Lovers committing double suicide believed that they would be united again in heaven, a view supported by feudal teaching in Edo period Japan, which taught that the bond between two lovers is continued into the next world, and by the teaching of Pure Land Buddhism wherein it is believed that through double suicide, one can approach rebirth in the Pure Land.

== Etymology ==
The word shinjū is formed by the characters for "mind/heart" (心) and "center/inside" (中). In this usage it literally means "heart-inside" or "oneness of hearts", probably reflecting a psychological link between the participants.

== In popular culture ==
In Japanese theater and literary tradition, double suicides are the simultaneous suicides of two lovers whose personal feelings (人情, ninjō) or love for one another are at odds with giri, social conventions or familial obligations. Double suicides were rather common in Japan throughout history and double suicide is an important theme of the puppet theater repertory. The tragic denouement is usually known to the audience and is preceded by a michiyuki, a small poetical journey, where lovers evoke the happier moments of their lives and their attempts at loving each other.

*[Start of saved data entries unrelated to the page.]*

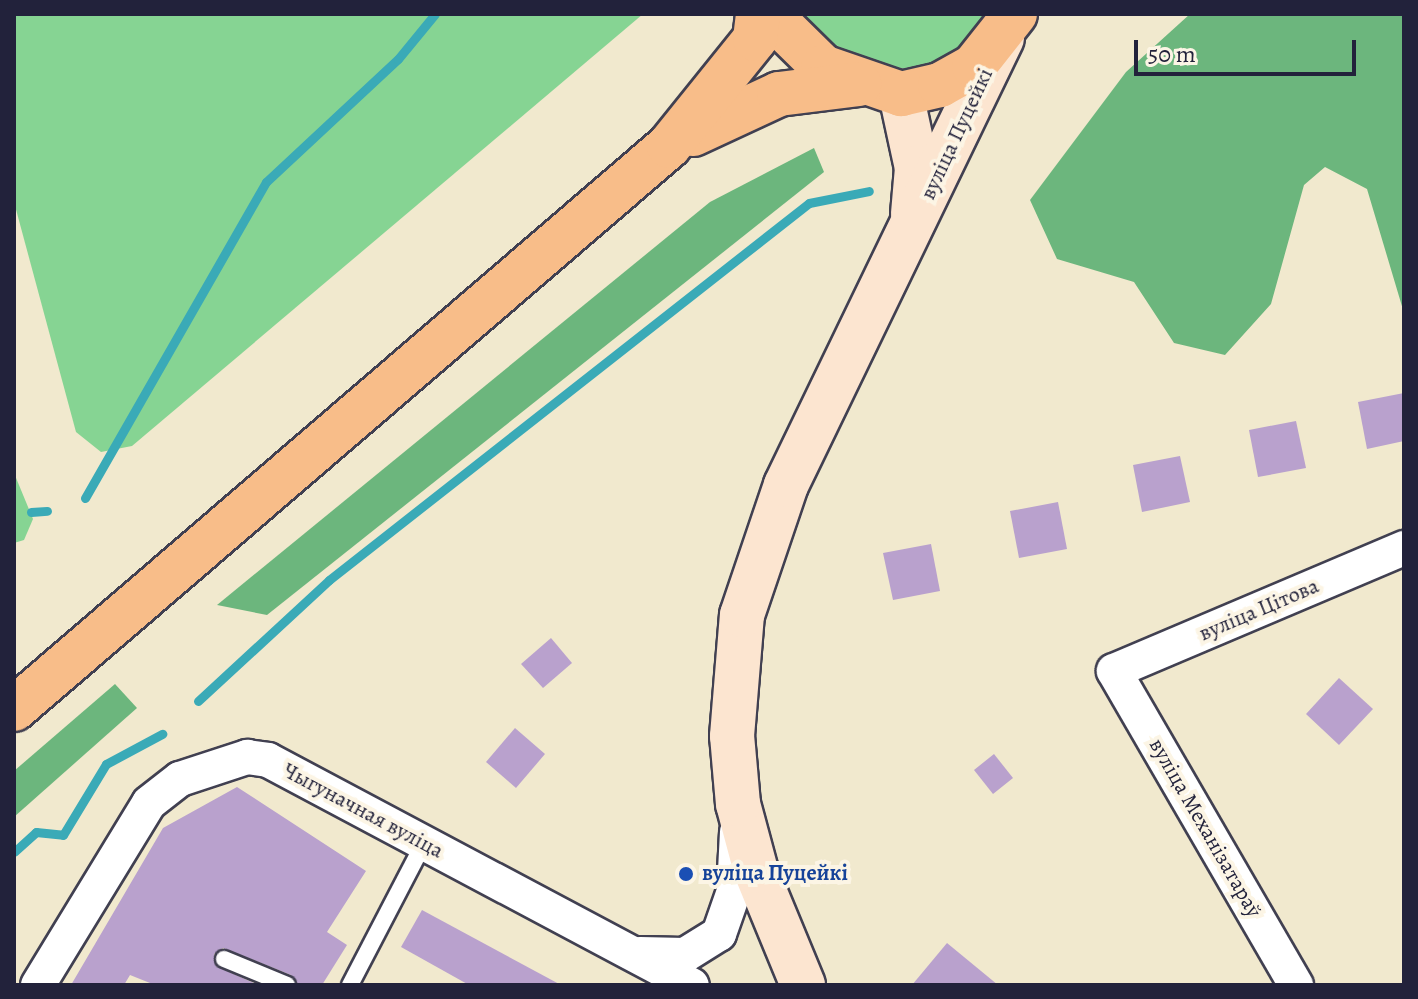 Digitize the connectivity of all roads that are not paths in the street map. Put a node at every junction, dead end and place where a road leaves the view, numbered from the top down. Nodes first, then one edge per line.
1 (758, 14) edge
2 (769, 14) edge
3 (1008, 26) edge
4 (859, 84) junction
5 (901, 94) junction
6 (669, 146) junction
7 (912, 230) junction
8 (1404, 548) edge
9 (1114, 671) joint
10 (14, 709) edge
11 (738, 804) junction
12 (424, 843) junction
13 (635, 954) junction
14 (224, 959) dead end
15 (38, 985) edge
16 (287, 985) edge
17 (350, 985) edge
18 (692, 985) edge
19 (803, 985) edge
20 (1296, 985) edge

1 - 6 main road
2 - 4 main road
3 - 5 main road
3 - 7 main road, вуліца Пуцейкі
4 - 5 main road
4 - 6 main road
5 - 7 main road, вуліца Пуцейкі
6 - 10 main road
7 - 11 main road, вуліца Пуцейкі
8 - 9 street, вуліца Цітова
9 - 20 street, вуліца Механізатараў
11 - 13 street
11 - 19 main road, вуліца Пуцейкі
12 - 13 street, Чыгуначная вуліца
12 - 15 street, Чыгуначная вуліца
12 - 17 lane
13 - 18 street, Чыгуначная вуліца
14 - 16 lane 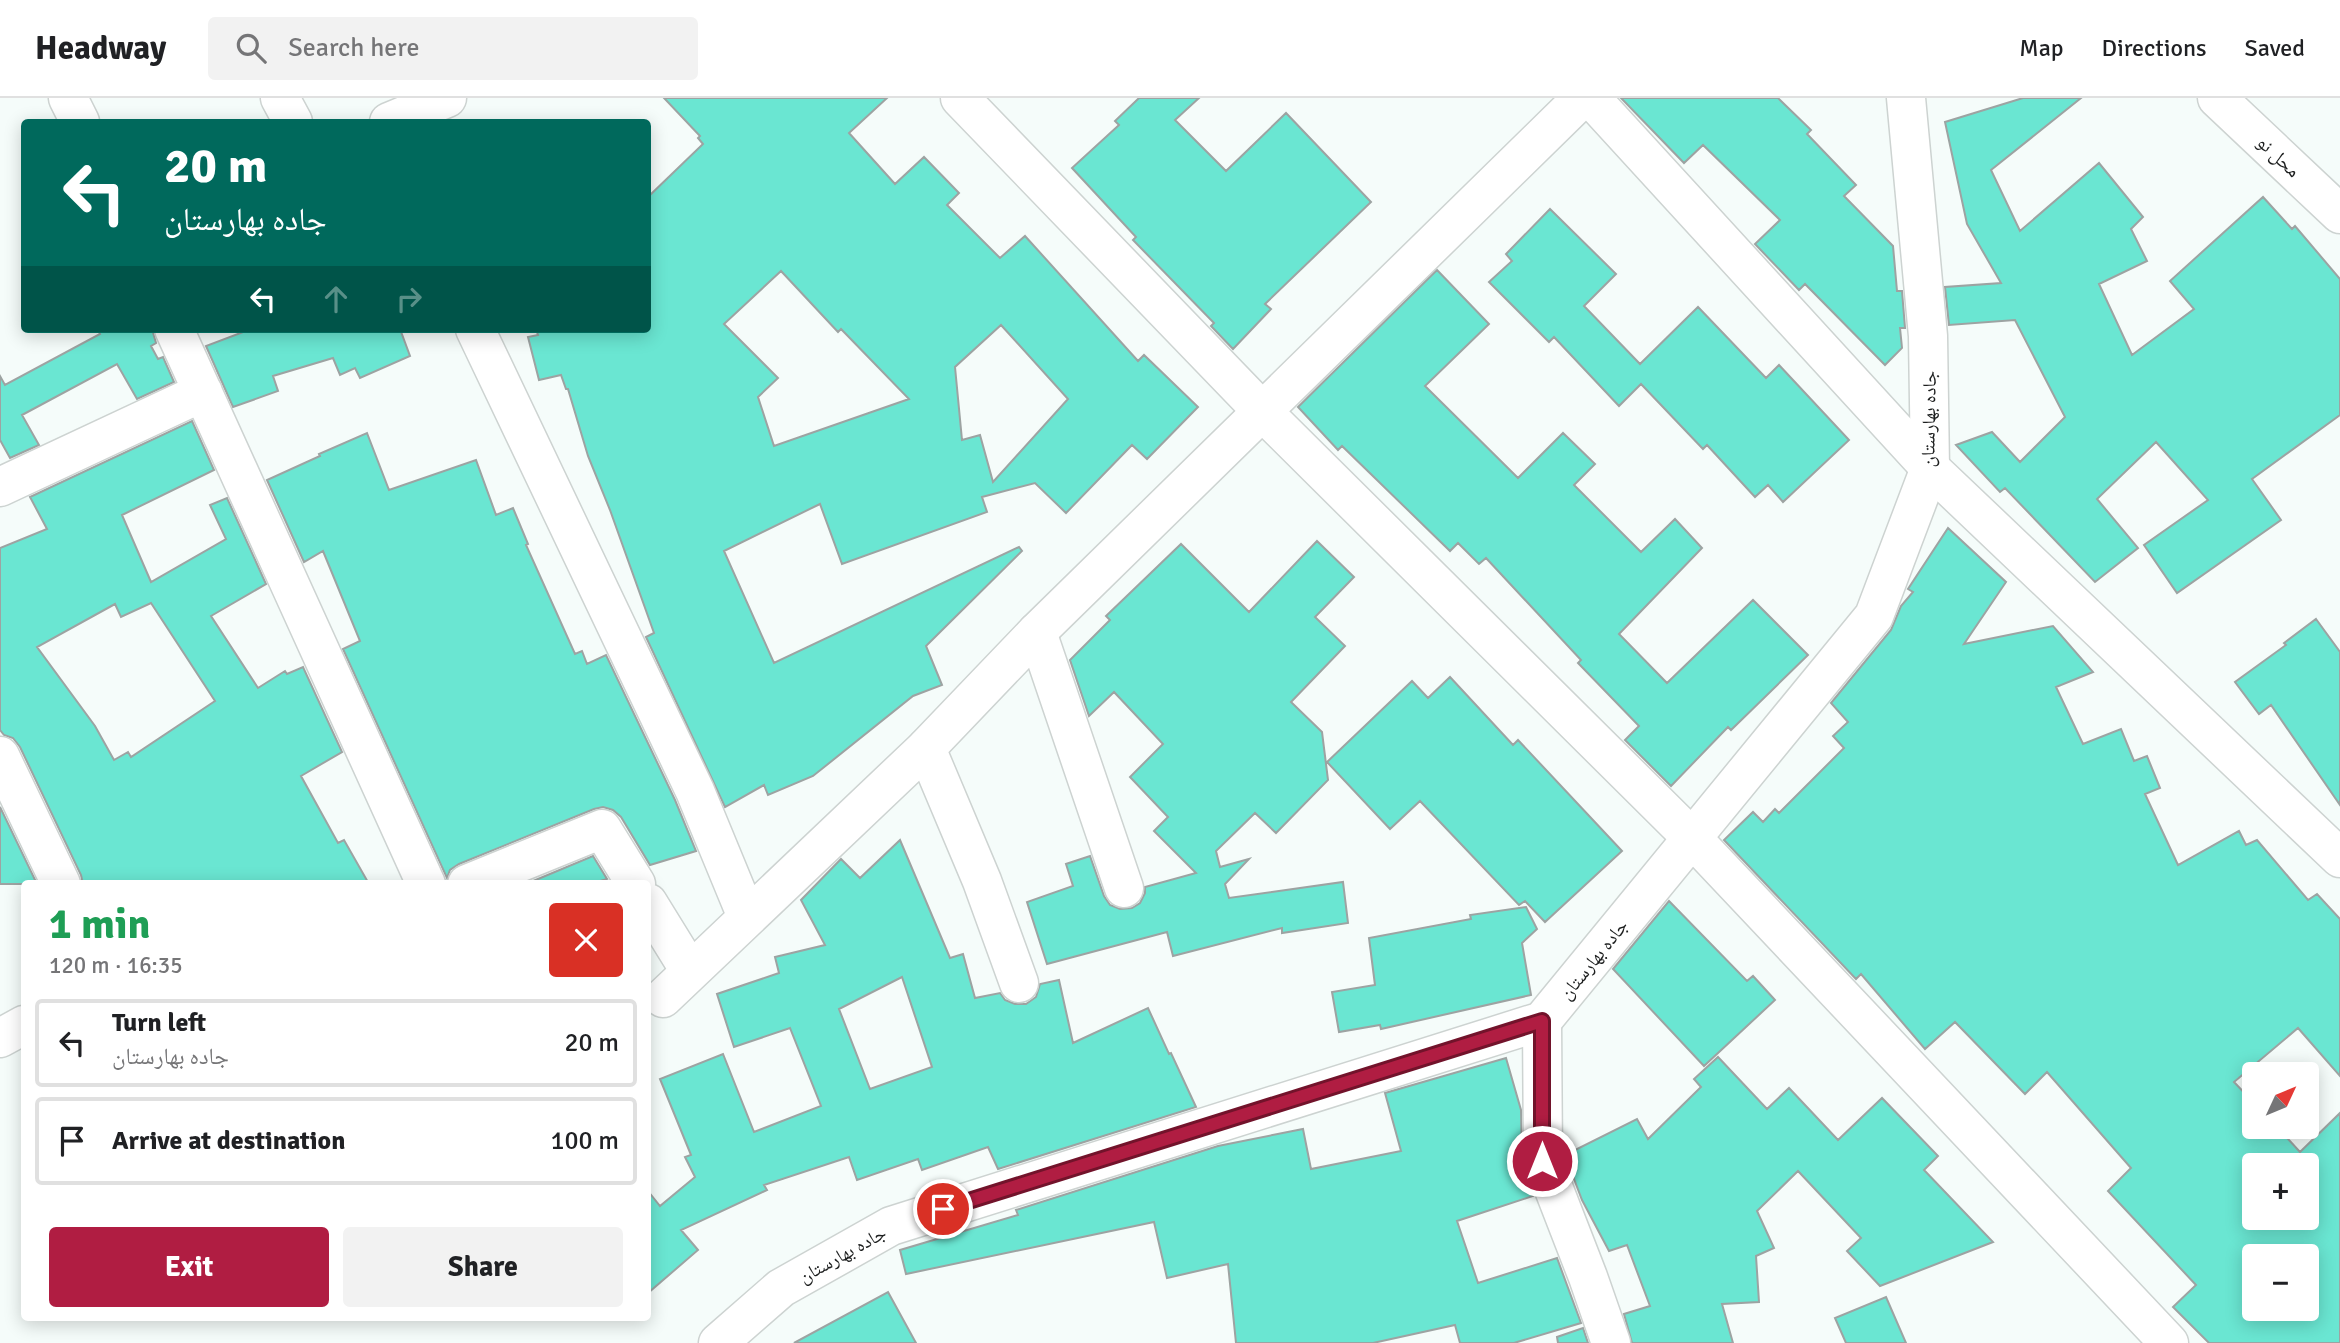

The term plays a central role in works such as Shinjū Ten no Amijima (The Love Suicides at Amijima), written by the seventeenth-century tragedian Chikamatsu Monzaemon for the bunraku puppet theater. It would later be adapted as a film in 1969 under the title Double Suicide in English, in a modernist adaptation by the filmmaker Masahiro Shinoda, including a score by Toru Takemitsu.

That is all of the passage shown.